▸ Exercise prompt
Copy every line that contains the string "dead" from the entries below.

▸ Supplied information

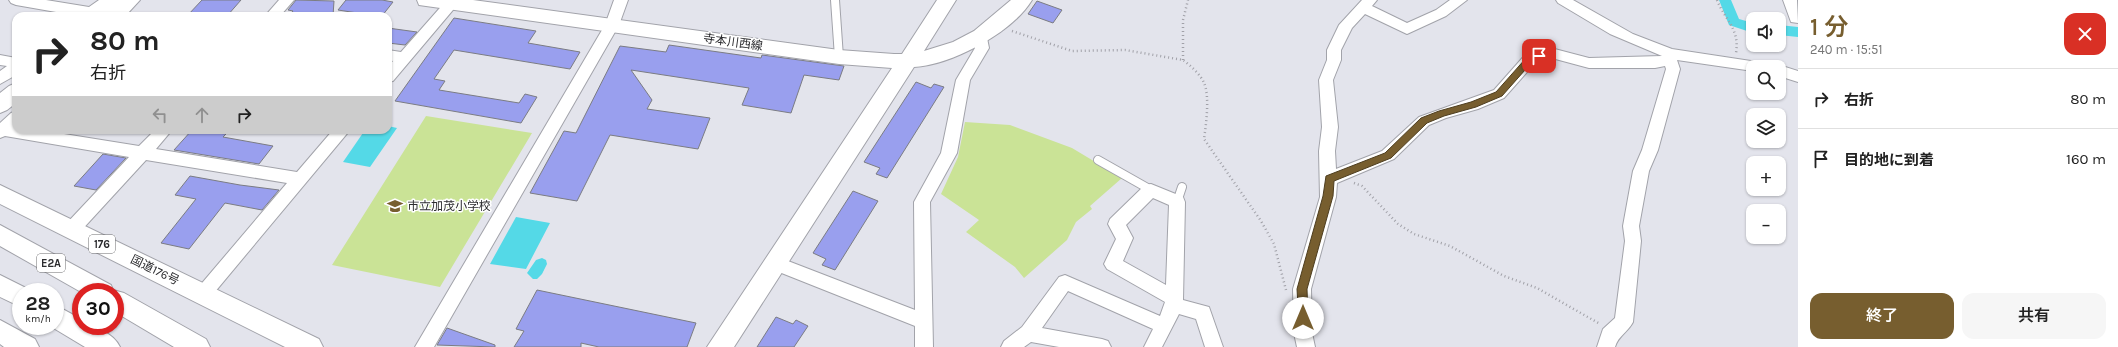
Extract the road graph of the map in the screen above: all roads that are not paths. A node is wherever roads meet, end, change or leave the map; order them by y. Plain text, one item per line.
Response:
1 (16, 0) edge
2 (108, 0) edge
3 (133, 0) edge
4 (287, 0) edge
5 (426, 0) edge
6 (621, 0) edge
7 (835, 0) edge
8 (947, 0) edge
9 (1023, 0) edge
10 (1460, 0) edge
11 (1563, 0) edge
12 (1790, 0) edge
13 (451, 4) junction
14 (1366, 4) edge
15 (102, 12) edge
16 (109, 12) edge
17 (111, 12) edge
18 (276, 12) edge
19 (1796, 20) dead end
20 (612, 25) junction
21 (981, 37) junction
22 (392, 56) edge
23 (839, 57) junction
24 (1671, 57) junction
25 (405, 58) junction
26 (0, 60) edge
27 (909, 61) junction
28 (12, 62) edge
29 (1746, 65) edge
30 (12, 70) edge
31 (392, 73) edge
32 (1786, 73) edge
33 (1798, 77) edge
34 (0, 79) edge
35 (12, 94) edge
36 (0, 104) edge
37 (12, 121) edge
38 (1, 131) edge
39 (12, 133) edge
40 (21, 134) edge
41 (160, 134) edge
42 (339, 134) edge
43 (143, 152) junction
44 (1098, 160) dead end
45 (1333, 177) junction
46 (301, 179) junction
47 (1151, 190) junction
48 (0, 194) edge
49 (72, 229) junction
50 (0, 235) edge
51 (775, 263) junction
52 (86, 283) edge
53 (0, 285) edge
54 (12, 292) edge
55 (203, 294) junction
56 (1174, 302) junction
57 (124, 305) edge
58 (64, 321) edge
59 (923, 321) junction
60 (1164, 326) junction
61 (0, 331) edge
62 (1028, 333) junction
63 (26, 347) edge
64 (106, 347) edge
65 (197, 347) edge
66 (310, 347) edge
67 (424, 347) edge
68 (720, 347) edge
69 (924, 347) edge
70 (1010, 347) edge
71 (1102, 347) edge
72 (1153, 347) edge
73 (1214, 347) edge
74 (1306, 347) edge
75 (1606, 347) edge

1 - 15 street
2 - 16 street
3 - 17 street
4 - 18 street
5 - 13 main road, 寺本川西線
6 - 20 street
7 - 23 lane
8 - 27 main road
9 - 21 main road, 寺本川西線
10 - 14 street
11 - 24 street
12 - 19 street
13 - 20 main road, 寺本川西線
13 - 25 street
14 - 45 street
20 - 23 main road, 寺本川西線
20 - 67 street
21 - 27 main road, 寺本川西線
21 - 59 street
22 - 25 street
23 - 27 main road, 寺本川西線
24 - 29 street
24 - 45 street
24 - 75 street
25 - 31 street
26 - 28 street
27 - 51 main road
30 - 34 street
32 - 33 street
35 - 36 main road
37 - 38 street
38 - 39 street
40 - 43 street
41 - 43 street
42 - 46 street
43 - 46 street
43 - 49 street
44 - 47 lane
45 - 74 street
46 - 55 street
47 - 56 street
47 - 56 street
48 - 49 main road, 国道176号 / 176
49 - 55 main road, 国道176号 / 176
50 - 52 main road, E2A
51 - 59 street
51 - 68 main road
53 - 54 main road
55 - 66 main road, 国道176号 / 176
56 - 60 street
56 - 73 street
57 - 65 main road
58 - 64 main road
59 - 69 street
60 - 62 street
60 - 72 street
61 - 63 main road
62 - 70 street
62 - 71 street

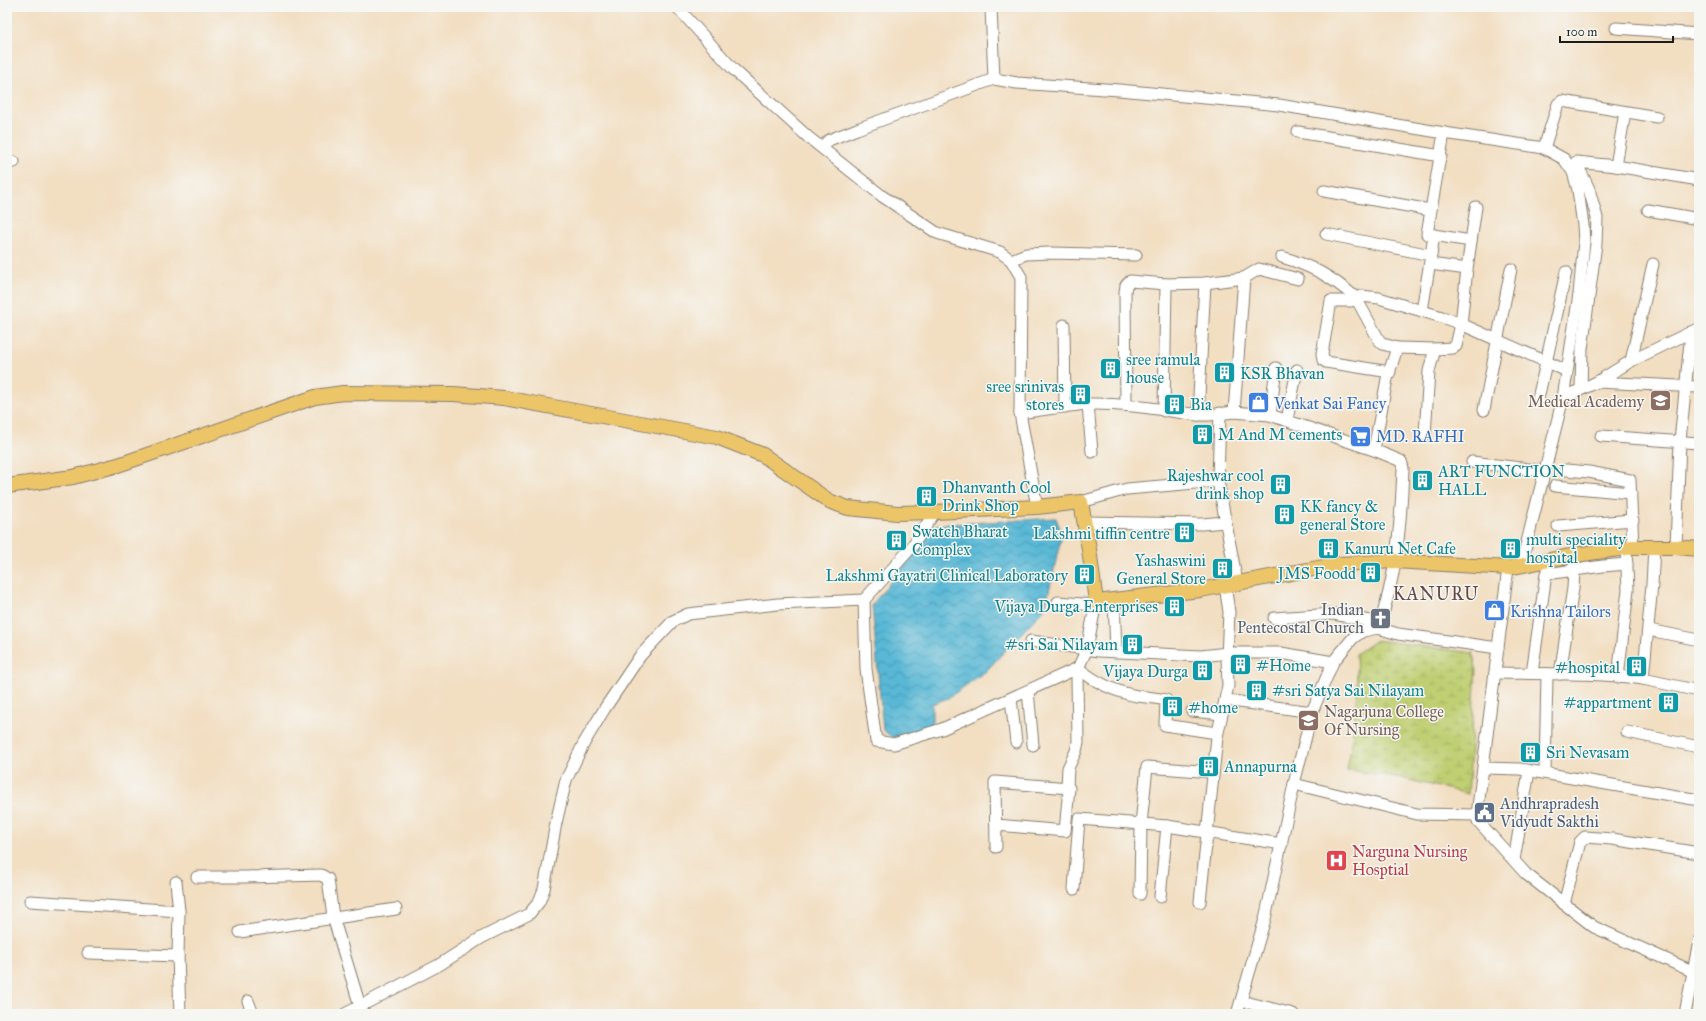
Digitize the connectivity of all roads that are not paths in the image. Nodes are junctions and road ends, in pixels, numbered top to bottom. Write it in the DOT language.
graph roads {
  1 [pos="677,7"];
  2 [pos="991,7"];
  3 [pos="1616,28"];
  4 [pos="1699,34"];
  5 [pos="994,79"];
  6 [pos="1625,112"];
  7 [pos="1657,117"];
  8 [pos="1298,132"];
  9 [pos="1443,144"];
  10 [pos="822,147"];
  11 [pos="1544,148"];
  12 [pos="1570,161"];
  13 [pos="1616,166"];
  14 [pos="1699,180"];
  15 [pos="1324,191"];
  16 [pos="1476,207"];
  17 [pos="1430,210"];
  18 [pos="1648,210"];
  19 [pos="1699,219"];
  20 [pos="1326,234"];
  21 [pos="1434,236"];
  22 [pos="1471,241"];
  23 [pos="1136,255"];
  24 [pos="1282,257"];
  25 [pos="1011,260"];
  26 [pos="1431,260"];
  27 [pos="1652,264"];
  28 [pos="1467,269"];
  29 [pos="1511,269"];
  30 [pos="1566,272"];
  31 [pos="1244,278"];
  32 [pos="1298,279"];
  33 [pos="1166,284"];
  34 [pos="1205,284"];
  35 [pos="1356,298"];
  36 [pos="1422,311"];
  37 [pos="1461,324"];
  38 [pos="1064,325"];
  39 [pos="1695,330"];
  40 [pos="1497,341"];
  41 [pos="1396,348"];
  42 [pos="1435,349"];
  43 [pos="1631,361"];
  44 [pos="1546,362"];
  45 [pos="1276,368"];
  46 [pos="1297,370"];
  47 [pos="1567,371"];
  48 [pos="1390,372"];
  49 [pos="1597,382"];
  50 [pos="1685,386"];
  51 [pos="1699,387"];
  52 [pos="1573,393"];
  53 [pos="1538,399"];
  54 [pos="1088,404"];
  55 [pos="1126,406"];
  56 [pos="1065,407"];
  57 [pos="1484,410"];
  58 [pos="1164,411"];
  59 [pos="1234,412"];
  60 [pos="1020,413"];
  61 [pos="1220,413"];
  62 [pos="1198,415"];
  63 [pos="1270,416"];
  64 [pos="1287,420"];
  65 [pos="1425,435"];
  66 [pos="1601,436"];
  67 [pos="1680,441"];
  68 [pos="1699,443"];
  69 [pos="1374,450"];
  70 [pos="1092,452"];
  71 [pos="1472,462"];
  72 [pos="1566,470"];
  73 [pos="1544,471"];
  74 [pos="1218,481"];
  75 [pos="7,486"];
  76 [pos="1555,486"];
  77 [pos="1631,493"];
  78 [pos="1081,502"];
  79 [pos="1037,507"];
  80 [pos="935,512"];
  81 [pos="1633,520"];
  82 [pos="1085,522"];
  83 [pos="1225,522"];
  84 [pos="1558,526"];
  85 [pos="1654,547"];
  86 [pos="1676,547"];
  87 [pos="1699,549"];
  88 [pos="1628,554"];
  89 [pos="1575,555"];
  90 [pos="1551,559"];
  91 [pos="1395,561"];
  92 [pos="1515,567"];
  93 [pos="1573,570"];
  94 [pos="1546,574"];
  95 [pos="1231,583"];
  96 [pos="1114,599"];
  97 [pos="864,600"];
  98 [pos="1058,602"];
  99 [pos="1095,603"];
  100 [pos="1274,618"];
  101 [pos="1379,625"];
  102 [pos="1648,630"];
  103 [pos="1699,640"];
  104 [pos="1031,641"];
  105 [pos="1498,648"];
  106 [pos="1086,652"];
  107 [pos="1116,652"];
  108 [pos="1228,653"];
  109 [pos="1332,662"];
  110 [pos="1082,671"];
  111 [pos="1496,673"];
  112 [pos="1532,673"];
  113 [pos="1547,674"];
  114 [pos="1560,674"];
  115 [pos="1618,677"];
  116 [pos="1643,679"];
  117 [pos="1028,691"];
  118 [pos="1699,691"];
  119 [pos="1011,698"];
  120 [pos="1225,700"];
  121 [pos="1192,711"];
  122 [pos="1312,712"];
  123 [pos="1222,714"];
  124 [pos="1218,732"];
  125 [pos="1627,732"];
  126 [pos="1016,742"];
  127 [pos="1033,745"];
  128 [pos="1699,747"];
  129 [pos="1484,768"];
  130 [pos="1529,771"];
  131 [pos="1213,772"];
  132 [pos="1545,773"];
  133 [pos="1294,784"];
  134 [pos="1068,787"];
  135 [pos="1699,800"];
  136 [pos="1478,815"];
  137 [pos="1067,819"];
  138 [pos="1079,820"];
  139 [pos="1141,824"];
  140 [pos="996,825"];
  141 [pos="1167,826"];
  142 [pos="1208,832"];
  143 [pos="1282,844"];
  144 [pos="996,847"];
  145 [pos="1699,853"];
  146 [pos="1514,860"];
  147 [pos="197,877"];
  148 [pos="176,882"];
  149 [pos="1074,889"];
  150 [pos="1140,894"];
  151 [pos="1160,897"];
  152 [pos="30,901"];
  153 [pos="1200,902"];
  154 [pos="1564,904"];
  155 [pos="396,909"];
  156 [pos="179,911"];
  157 [pos="334,919"];
  158 [pos="240,932"];
  159 [pos="1699,941"];
  160 [pos="88,953"];
  161 [pos="178,956"];
  162 [pos="1696,973"];
  163 [pos="248,1001"];
  164 [pos="1241,1001"];
  165 [pos="360,1006"];
  166 [pos="180,1014"];
  167 [pos="253,1014"];
  168 [pos="345,1014"];
  169 [pos="1237,1014"];
  170 [pos="1293,1014"];
  171 [pos="1685,1014"];
  1 -- 10 [label="street"];
  2 -- 5 [label="street"];
  3 -- 4 [label="street"];
  5 -- 9 [label="street"];
  5 -- 10 [label="street"];
  6 -- 7 [label="street"];
  6 -- 11 [label="street"];
  6 -- 13 [label="street"];
  8 -- 9 [label="street"];
  9 -- 11 [label="street"];
  9 -- 17 [label="street"];
  10 -- 25 [label="street"];
  11 -- 12 [label="street"];
  12 -- 13 [label="street"];
  12 -- 47 [label="street"];
  12 -- 52 [label="street"];
  13 -- 14 [label="street"];
  15 -- 17 [label="street"];
  16 -- 22 [label="street"];
  17 -- 21 [label="street"];
  18 -- 19 [label="street"];
  20 -- 26 [label="street"];
  21 -- 22 [label="street"];
  21 -- 26 [label="street"];
  22 -- 28 [label="street"];
  23 -- 25 [label="street"];
  24 -- 35 [label="street"];
  25 -- 60 [label="street"];
  26 -- 28 [label="street"];
  26 -- 36 [label="street"];
  27 -- 43 [label="street"];
  28 -- 37 [label="street"];
  29 -- 40 [label="street"];
  30 -- 44 [label="street"];
  31 -- 32 [label="street"];
  31 -- 34 [label="street"];
  31 -- 59 [label="street"];
  33 -- 34 [label="street"];
  33 -- 55 [label="street"];
  33 -- 58 [label="street"];
  34 -- 62 [label="street"];
  35 -- 36 [label="street"];
  35 -- 41 [label="street"];
  35 -- 48 [label="street"];
  36 -- 37 [label="street"];
  37 -- 40 [label="street"];
  37 -- 42 [label="street"];
  38 -- 56 [label="street"];
  39 -- 43 [label="street"];
  39 -- 50 [label="street"];
  40 -- 44 [label="street"];
  40 -- 57 [label="street"];
  41 -- 42 [label="street"];
  41 -- 48 [label="street"];
  42 -- 65 [label="street"];
  43 -- 49 [label="street"];
  44 -- 47 [label="street"];
  44 -- 53 [label="street"];
  45 -- 63 [label="street"];
  46 -- 64 [label="street"];
  47 -- 52 [label="street"];
  48 -- 69 [label="street"];
  49 -- 50 [label="street"];
  49 -- 52 [label="street"];
  50 -- 51 [label="street"];
  50 -- 67 [label="street"];
  52 -- 73 [label="street"];
  54 -- 55 [label="street"];
  54 -- 56 [label="street"];
  54 -- 70 [label="street"];
  55 -- 58 [label="street"];
  56 -- 60 [label="street"];
  58 -- 62 [label="street"];
  59 -- 61 [label="street"];
  59 -- 63 [label="street"];
  60 -- 79 [label="street"];
  61 -- 62 [label="street"];
  61 -- 74 [label="street"];
  63 -- 64 [label="street"];
  64 -- 69 [label="street"];
  66 -- 67 [label="street"];
  67 -- 68 [label="street"];
  67 -- 86 [label="street"];
  69 -- 91 [label="street"];
  71 -- 73 [label="street"];
  72 -- 77 [label="street"];
  73 -- 92 [label="street"];
  74 -- 78 [label="street"];
  74 -- 83 [label="street"];
  75 -- 80 [label="main road"];
  76 -- 77 [label="street"];
  77 -- 81 [label="street"];
  78 -- 79 [label="main road"];
  78 -- 82 [label="main road"];
  79 -- 80 [label="main road"];
  80 -- 97 [label="street"];
  81 -- 84 [label="street"];
  81 -- 88 [label="street"];
  82 -- 83 [label="street"];
  82 -- 99 [label="main road"];
  83 -- 95 [label="street"];
  85 -- 86 [label="main road"];
  85 -- 88 [label="main road"];
  85 -- 102 [label="street"];
  86 -- 87 [label="main road"];
  88 -- 89 [label="main road"];
  88 -- 93 [label="street"];
  88 -- 115 [label="street"];
  89 -- 90 [label="main road"];
  89 -- 93 [label="street"];
  90 -- 92 [label="main road"];
  90 -- 94 [label="street"];
  91 -- 92 [label="main road"];
  91 -- 95 [label="main road"];
  91 -- 101 [label="street"];
  92 -- 105 [label="street"];
  93 -- 94 [label="street"];
  93 -- 114 [label="street"];
  94 -- 112 [label="street"];
  95 -- 96 [label="main road"];
  95 -- 108 [label="street"];
  96 -- 99 [label="main road"];
  96 -- 107 [label="street"];
  97 -- 119 [label="street"];
  97 -- 165 [label="street"];
  98 -- 99 [label="street"];
  99 -- 106 [label="street"];
  100 -- 101 [label="street"];
  101 -- 105 [label="street"];
  101 -- 109 [label="street"];
  102 -- 103 [label="street"];
  102 -- 116 [label="street"];
  104 -- 106 [label="street"];
  105 -- 111 [label="street"];
  106 -- 107 [label="street"];
  106 -- 110 [label="street"];
  107 -- 108 [label="street"];
  108 -- 109 [label="street"];
  108 -- 120 [label="street"];
  109 -- 122 [label="street"];
  110 -- 117 [label="street"];
  110 -- 124 [label="street"];
  110 -- 134 [label="street"];
  111 -- 112 [label="street"];
  111 -- 129 [label="street"];
  112 -- 113 [label="street"];
  113 -- 114 [label="street"];
  113 -- 132 [label="street"];
  114 -- 115 [label="street"];
  115 -- 116 [label="street"];
  116 -- 118 [label="street"];
  117 -- 119 [label="street"];
  117 -- 127 [label="street"];
  119 -- 126 [label="street"];
  120 -- 122 [label="street"];
  120 -- 123 [label="street"];
  121 -- 123 [label="street"];
  122 -- 133 [label="street"];
  123 -- 124 [label="street"];
  124 -- 131 [label="street"];
  125 -- 128 [label="street"];
  129 -- 130 [label="street"];
  129 -- 136 [label="street"];
  130 -- 132 [label="street"];
  130 -- 146 [label="street"];
  131 -- 139 [label="street"];
  131 -- 142 [label="street"];
  132 -- 135 [label="street"];
  133 -- 136 [label="street"];
  133 -- 143 [label="street"];
  134 -- 137 [label="street"];
  134 -- 140 [label="street"];
  136 -- 146 [label="street"];
  137 -- 138 [label="street"];
  137 -- 140 [label="street"];
  138 -- 139 [label="street"];
  138 -- 149 [label="street"];
  139 -- 141 [label="street"];
  139 -- 150 [label="street"];
  140 -- 144 [label="street"];
  141 -- 142 [label="street"];
  141 -- 151 [label="street"];
  142 -- 143 [label="street"];
  142 -- 153 [label="street"];
  143 -- 164 [label="street"];
  145 -- 154 [label="street"];
  146 -- 154 [label="street"];
  147 -- 157 [label="street"];
  148 -- 156 [label="street"];
  152 -- 156 [label="street"];
  154 -- 162 [label="street"];
  155 -- 157 [label="street"];
  156 -- 161 [label="street"];
  157 -- 158 [label="street"];
  157 -- 165 [label="street"];
  159 -- 162 [label="street"];
  160 -- 161 [label="street"];
  161 -- 166 [label="street"];
  162 -- 171 [label="street"];
  163 -- 167 [label="street"];
  164 -- 169 [label="street"];
  164 -- 170 [label="street"];
  165 -- 168 [label="street"];
}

▸ Task result
19 (1796, 20) dead end
44 (1098, 160) dead end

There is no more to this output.